Starting at the line that holds "thumb mcp: (140, 125)", quote every line through the end of the records, both boundary lines included. Omit the pictures.
—————
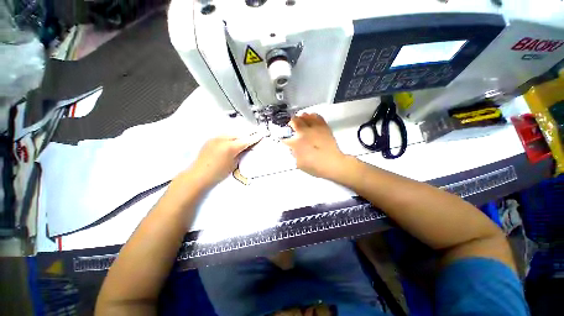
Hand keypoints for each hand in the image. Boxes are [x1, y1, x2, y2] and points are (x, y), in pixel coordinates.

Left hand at [185, 134, 262, 188]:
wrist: (199, 175)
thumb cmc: (218, 173)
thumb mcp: (233, 164)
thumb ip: (240, 154)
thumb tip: (244, 148)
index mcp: (231, 147)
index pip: (246, 140)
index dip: (254, 138)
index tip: (260, 134)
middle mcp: (224, 139)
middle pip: (239, 134)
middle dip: (246, 135)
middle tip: (253, 136)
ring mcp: (216, 138)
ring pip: (231, 134)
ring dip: (238, 136)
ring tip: (242, 139)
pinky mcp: (211, 140)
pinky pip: (223, 136)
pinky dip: (229, 137)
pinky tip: (231, 141)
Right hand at [283, 113, 346, 178]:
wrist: (332, 164)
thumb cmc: (315, 167)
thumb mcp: (299, 164)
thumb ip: (294, 154)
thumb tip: (293, 148)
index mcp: (296, 143)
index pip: (286, 138)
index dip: (284, 139)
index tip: (285, 140)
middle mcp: (304, 132)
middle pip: (294, 121)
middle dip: (291, 123)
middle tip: (292, 126)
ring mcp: (314, 128)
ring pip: (305, 116)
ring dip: (301, 118)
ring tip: (301, 120)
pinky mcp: (324, 127)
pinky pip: (317, 117)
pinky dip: (312, 116)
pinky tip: (311, 118)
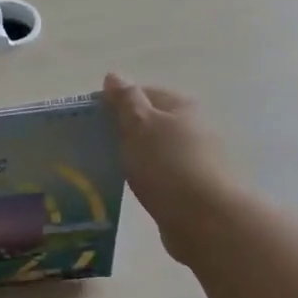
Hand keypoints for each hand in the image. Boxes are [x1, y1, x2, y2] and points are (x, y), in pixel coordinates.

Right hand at [104, 74, 240, 262]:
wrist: (207, 221)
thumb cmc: (168, 166)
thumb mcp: (140, 125)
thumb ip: (125, 100)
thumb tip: (114, 76)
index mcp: (181, 106)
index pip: (141, 93)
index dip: (114, 103)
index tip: (89, 121)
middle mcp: (192, 127)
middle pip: (150, 121)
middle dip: (124, 131)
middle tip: (94, 146)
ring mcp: (196, 158)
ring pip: (155, 150)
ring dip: (135, 156)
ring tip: (108, 168)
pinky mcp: (193, 187)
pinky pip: (162, 175)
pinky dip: (146, 178)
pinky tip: (132, 188)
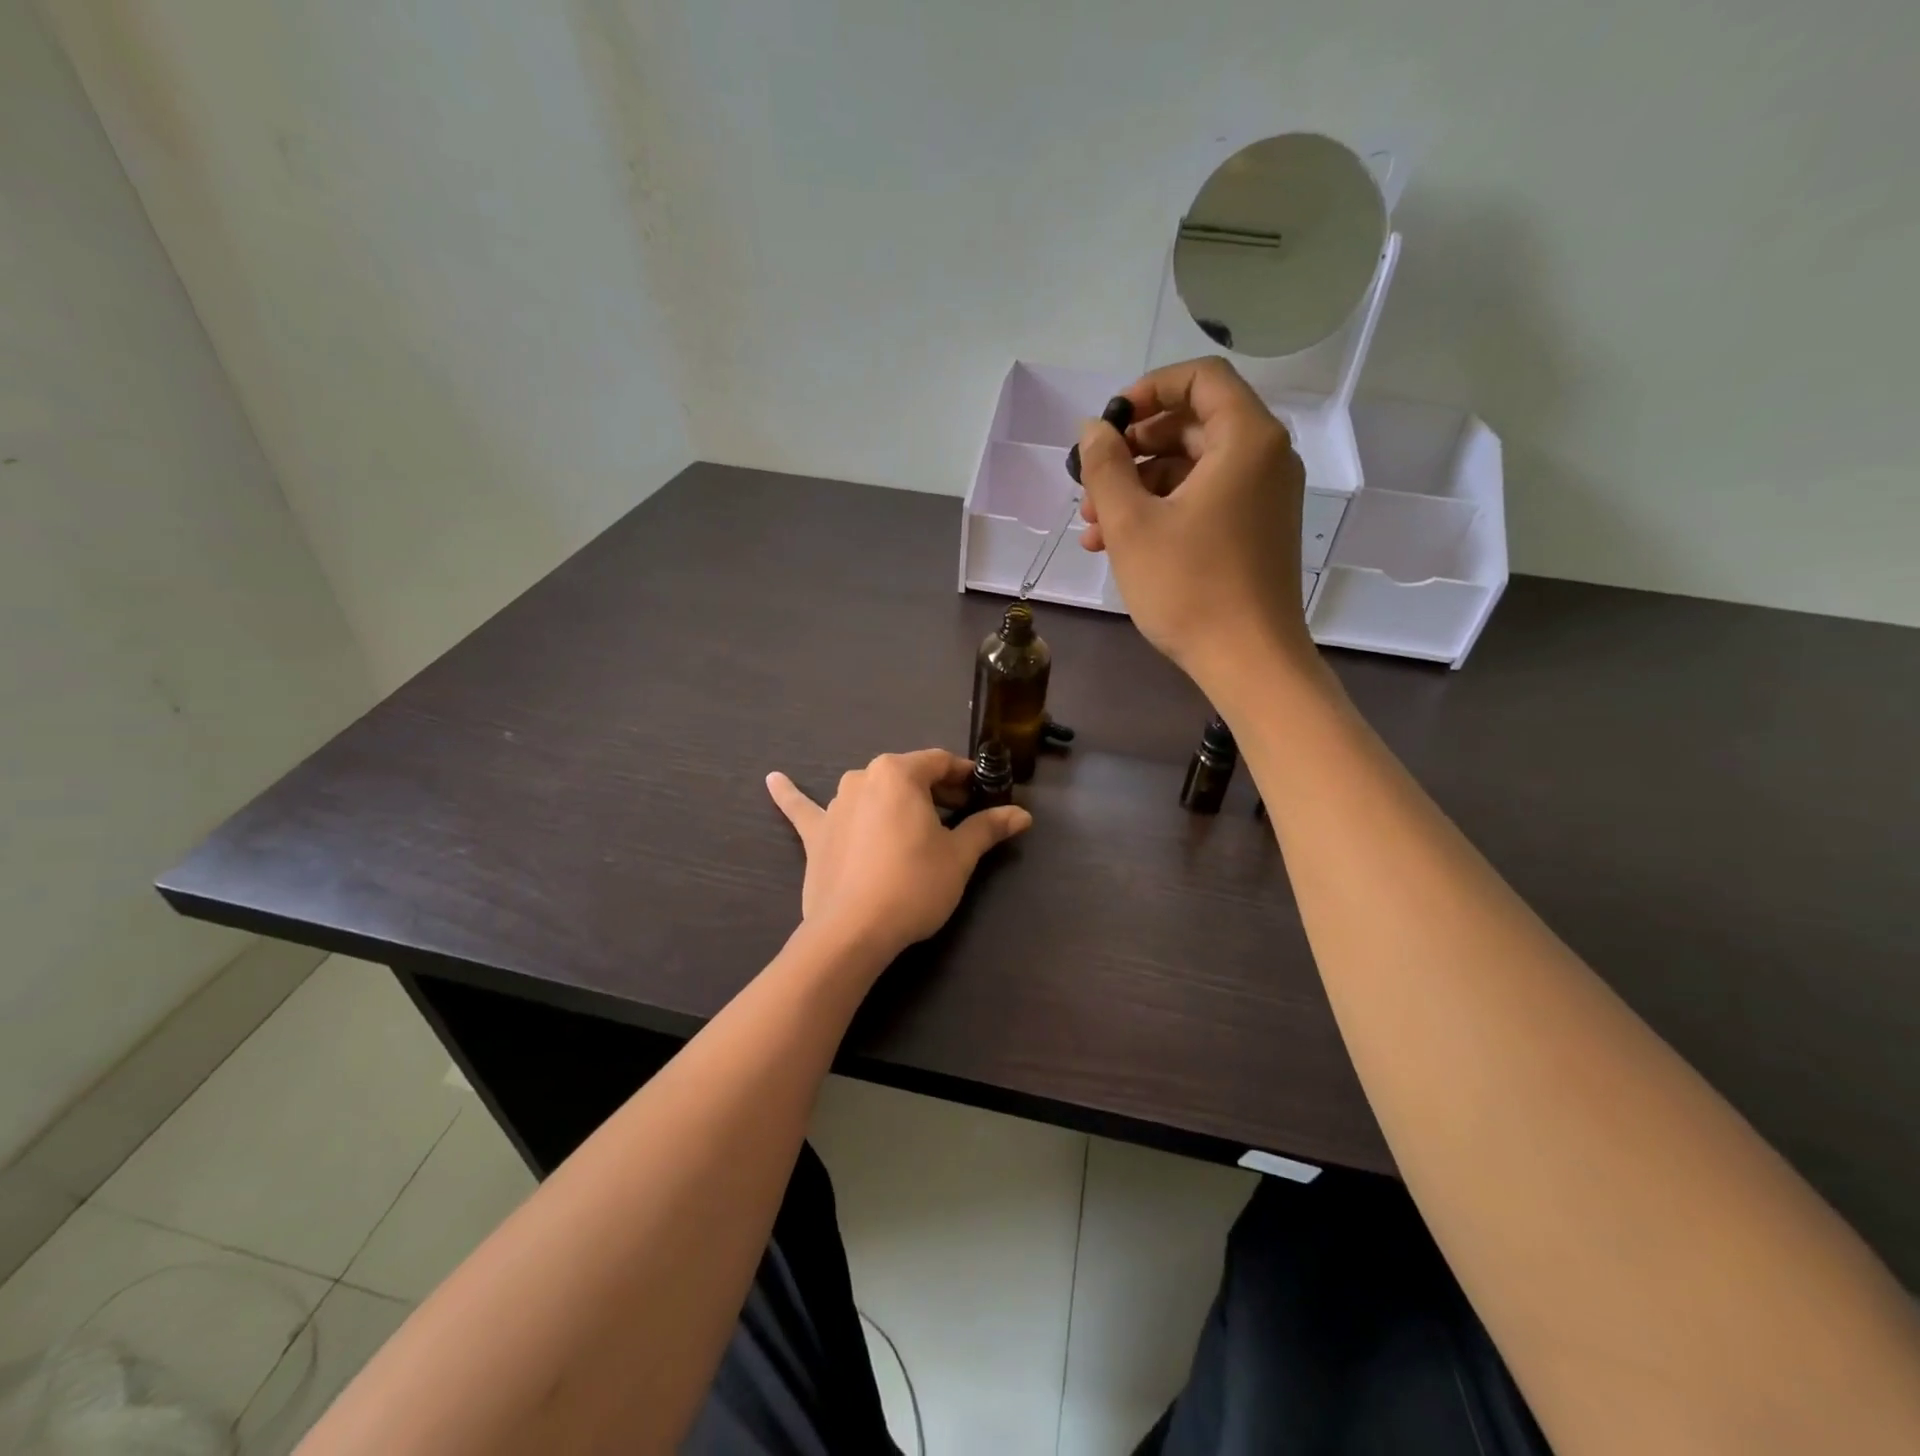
—————
### WRITTEN REPLY
thumb mcp: (140, 125)
thumb ip: (125, 100)
thumb tip: (114, 76)
index mcp: (181, 106)
index pip: (141, 93)
index dip: (114, 103)
index tip: (89, 121)
middle mcp: (192, 127)
middle pip: (150, 121)
middle dip: (124, 131)
middle tip: (94, 146)
ring mcp: (196, 158)
ring pip: (155, 150)
ring dip: (135, 156)
ring tip: (108, 168)
pinky mcp: (193, 187)
pinky pip: (162, 175)
pinky dip: (146, 178)
pinky tip: (132, 188)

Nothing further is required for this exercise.